Misteri degli abissi referendari
Coloro che domenica 21 maggio si sono recati a votare i sette referendum sono stati a mio avviso moltissimi. Certamente molti di più di quanti fosse ragionevole aspettarsi. Guardatevi attorno: quante sono nella cerchia delle vostre conoscenze le persone in grado di sostenere un’opinione motivata sulla preferibilità di un sistema elettorale con o senza quota proporzionale, o se sia conveniente che l’elezione dei membri del Consiglio Superiore della Magistratura avvenga con voto di lista oppure no, o se siano opportune o meno le trattenute delle quote associative dei sindacati?

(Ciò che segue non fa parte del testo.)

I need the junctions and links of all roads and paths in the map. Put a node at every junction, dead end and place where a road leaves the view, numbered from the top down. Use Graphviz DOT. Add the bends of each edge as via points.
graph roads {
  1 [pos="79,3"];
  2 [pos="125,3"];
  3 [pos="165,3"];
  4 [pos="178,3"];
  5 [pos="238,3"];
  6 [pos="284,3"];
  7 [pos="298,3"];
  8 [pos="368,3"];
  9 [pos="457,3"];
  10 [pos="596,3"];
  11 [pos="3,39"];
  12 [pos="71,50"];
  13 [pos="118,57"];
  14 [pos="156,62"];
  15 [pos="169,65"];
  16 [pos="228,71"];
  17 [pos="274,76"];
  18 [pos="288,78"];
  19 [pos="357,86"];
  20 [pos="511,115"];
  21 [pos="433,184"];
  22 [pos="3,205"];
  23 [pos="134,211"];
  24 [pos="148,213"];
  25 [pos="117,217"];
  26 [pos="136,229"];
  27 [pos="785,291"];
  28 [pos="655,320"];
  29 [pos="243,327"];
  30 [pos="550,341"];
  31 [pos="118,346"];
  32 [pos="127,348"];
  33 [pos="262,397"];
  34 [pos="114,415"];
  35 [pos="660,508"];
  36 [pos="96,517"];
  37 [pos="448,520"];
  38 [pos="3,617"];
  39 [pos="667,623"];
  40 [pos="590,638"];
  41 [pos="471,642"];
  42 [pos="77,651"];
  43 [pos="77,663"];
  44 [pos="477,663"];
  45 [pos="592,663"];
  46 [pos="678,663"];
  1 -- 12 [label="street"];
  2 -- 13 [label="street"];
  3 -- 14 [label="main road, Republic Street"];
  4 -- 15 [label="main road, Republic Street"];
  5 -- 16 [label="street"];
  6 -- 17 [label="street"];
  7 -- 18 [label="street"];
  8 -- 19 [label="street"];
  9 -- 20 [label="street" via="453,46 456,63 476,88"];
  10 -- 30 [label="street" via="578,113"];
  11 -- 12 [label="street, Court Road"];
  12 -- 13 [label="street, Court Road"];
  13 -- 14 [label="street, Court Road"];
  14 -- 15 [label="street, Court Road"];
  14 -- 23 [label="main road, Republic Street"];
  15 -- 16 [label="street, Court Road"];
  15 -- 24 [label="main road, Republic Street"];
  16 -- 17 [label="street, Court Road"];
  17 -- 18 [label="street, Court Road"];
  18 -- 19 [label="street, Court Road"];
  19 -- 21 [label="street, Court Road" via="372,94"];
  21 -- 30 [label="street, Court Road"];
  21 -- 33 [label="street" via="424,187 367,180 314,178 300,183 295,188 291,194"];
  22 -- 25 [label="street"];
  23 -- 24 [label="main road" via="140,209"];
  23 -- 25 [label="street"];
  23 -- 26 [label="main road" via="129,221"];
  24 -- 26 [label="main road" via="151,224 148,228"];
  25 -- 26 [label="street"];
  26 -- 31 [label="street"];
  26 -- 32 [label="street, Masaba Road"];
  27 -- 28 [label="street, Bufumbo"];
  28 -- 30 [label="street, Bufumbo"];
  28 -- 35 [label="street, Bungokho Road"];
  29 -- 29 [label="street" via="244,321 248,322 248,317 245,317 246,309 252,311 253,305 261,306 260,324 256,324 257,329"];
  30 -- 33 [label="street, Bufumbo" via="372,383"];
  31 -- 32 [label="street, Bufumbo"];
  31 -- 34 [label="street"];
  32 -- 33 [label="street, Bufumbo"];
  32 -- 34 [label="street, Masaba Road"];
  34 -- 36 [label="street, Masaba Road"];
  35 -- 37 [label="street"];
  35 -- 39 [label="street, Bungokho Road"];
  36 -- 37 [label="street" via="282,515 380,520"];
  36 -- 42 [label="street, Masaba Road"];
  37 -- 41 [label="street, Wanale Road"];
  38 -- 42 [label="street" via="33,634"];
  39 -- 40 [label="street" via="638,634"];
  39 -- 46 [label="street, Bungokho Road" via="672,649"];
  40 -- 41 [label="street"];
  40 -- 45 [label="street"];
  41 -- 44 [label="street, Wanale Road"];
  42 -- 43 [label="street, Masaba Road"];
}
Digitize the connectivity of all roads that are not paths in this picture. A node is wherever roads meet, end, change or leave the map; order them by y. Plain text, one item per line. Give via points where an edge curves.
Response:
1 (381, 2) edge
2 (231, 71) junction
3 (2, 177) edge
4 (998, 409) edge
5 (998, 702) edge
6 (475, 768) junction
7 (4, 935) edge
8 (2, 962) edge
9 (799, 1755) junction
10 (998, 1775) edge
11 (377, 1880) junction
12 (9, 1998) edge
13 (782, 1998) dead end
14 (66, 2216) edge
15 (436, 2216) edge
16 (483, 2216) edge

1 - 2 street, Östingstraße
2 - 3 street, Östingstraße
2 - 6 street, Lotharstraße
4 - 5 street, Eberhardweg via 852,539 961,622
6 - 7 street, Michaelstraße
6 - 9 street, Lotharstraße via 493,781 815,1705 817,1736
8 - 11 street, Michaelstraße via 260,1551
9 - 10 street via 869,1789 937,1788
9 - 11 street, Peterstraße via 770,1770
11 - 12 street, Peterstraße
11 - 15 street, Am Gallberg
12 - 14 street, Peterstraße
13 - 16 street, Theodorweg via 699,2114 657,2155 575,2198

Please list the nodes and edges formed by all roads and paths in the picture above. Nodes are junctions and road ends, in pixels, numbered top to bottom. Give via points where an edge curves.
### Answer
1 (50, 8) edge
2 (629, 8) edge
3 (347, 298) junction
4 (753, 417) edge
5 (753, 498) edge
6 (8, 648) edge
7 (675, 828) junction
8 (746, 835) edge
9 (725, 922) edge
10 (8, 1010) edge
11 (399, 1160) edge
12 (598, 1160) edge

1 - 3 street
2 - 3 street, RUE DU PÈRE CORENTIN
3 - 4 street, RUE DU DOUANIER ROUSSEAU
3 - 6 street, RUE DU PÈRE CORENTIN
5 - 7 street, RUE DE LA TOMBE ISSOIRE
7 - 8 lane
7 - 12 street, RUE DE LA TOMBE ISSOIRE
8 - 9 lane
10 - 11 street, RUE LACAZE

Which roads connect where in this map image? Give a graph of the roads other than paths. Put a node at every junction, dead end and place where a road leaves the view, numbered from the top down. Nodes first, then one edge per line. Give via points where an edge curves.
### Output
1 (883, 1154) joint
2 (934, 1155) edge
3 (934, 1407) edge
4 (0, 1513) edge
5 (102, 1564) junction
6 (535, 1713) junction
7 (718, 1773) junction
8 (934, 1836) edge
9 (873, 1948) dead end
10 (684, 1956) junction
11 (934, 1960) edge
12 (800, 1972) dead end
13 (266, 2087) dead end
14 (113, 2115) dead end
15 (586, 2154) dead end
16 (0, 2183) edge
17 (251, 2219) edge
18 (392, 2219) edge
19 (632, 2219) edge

Ciascuno dei sette quesiti referendari presupponeva conoscenze tecniche differenziate e non di comune dominio. E tuttavia alcuni milioni di persone sono andati ad esprimere la loro opinione su ognuno di essi, essendo dotate, o per lo meno credendo di esserlo, di quelle conoscenze specifiche necessarie per risolvere tutti e sette i così diversi problemi. La dimensione dei votanti è ancor più stupefacente se consideriamo che durante la campagna referendaria, tranne forse che in parte per il quesito elettorale e quello sui licenziamenti, non si è parlato affatto delle questioni sottoposte al voto. La propaganda si è svolta tutta sul punto se andare a votare o restare a casa, e sulle conseguenze che l’esito referendario avrebbe dovuto avere sul destino del governo Amato.
Al contrario quegli altri, molto più numerosi, esattamente più del doppio dei primi, che invece non si sono recati alle urne, perché lo hanno fatto?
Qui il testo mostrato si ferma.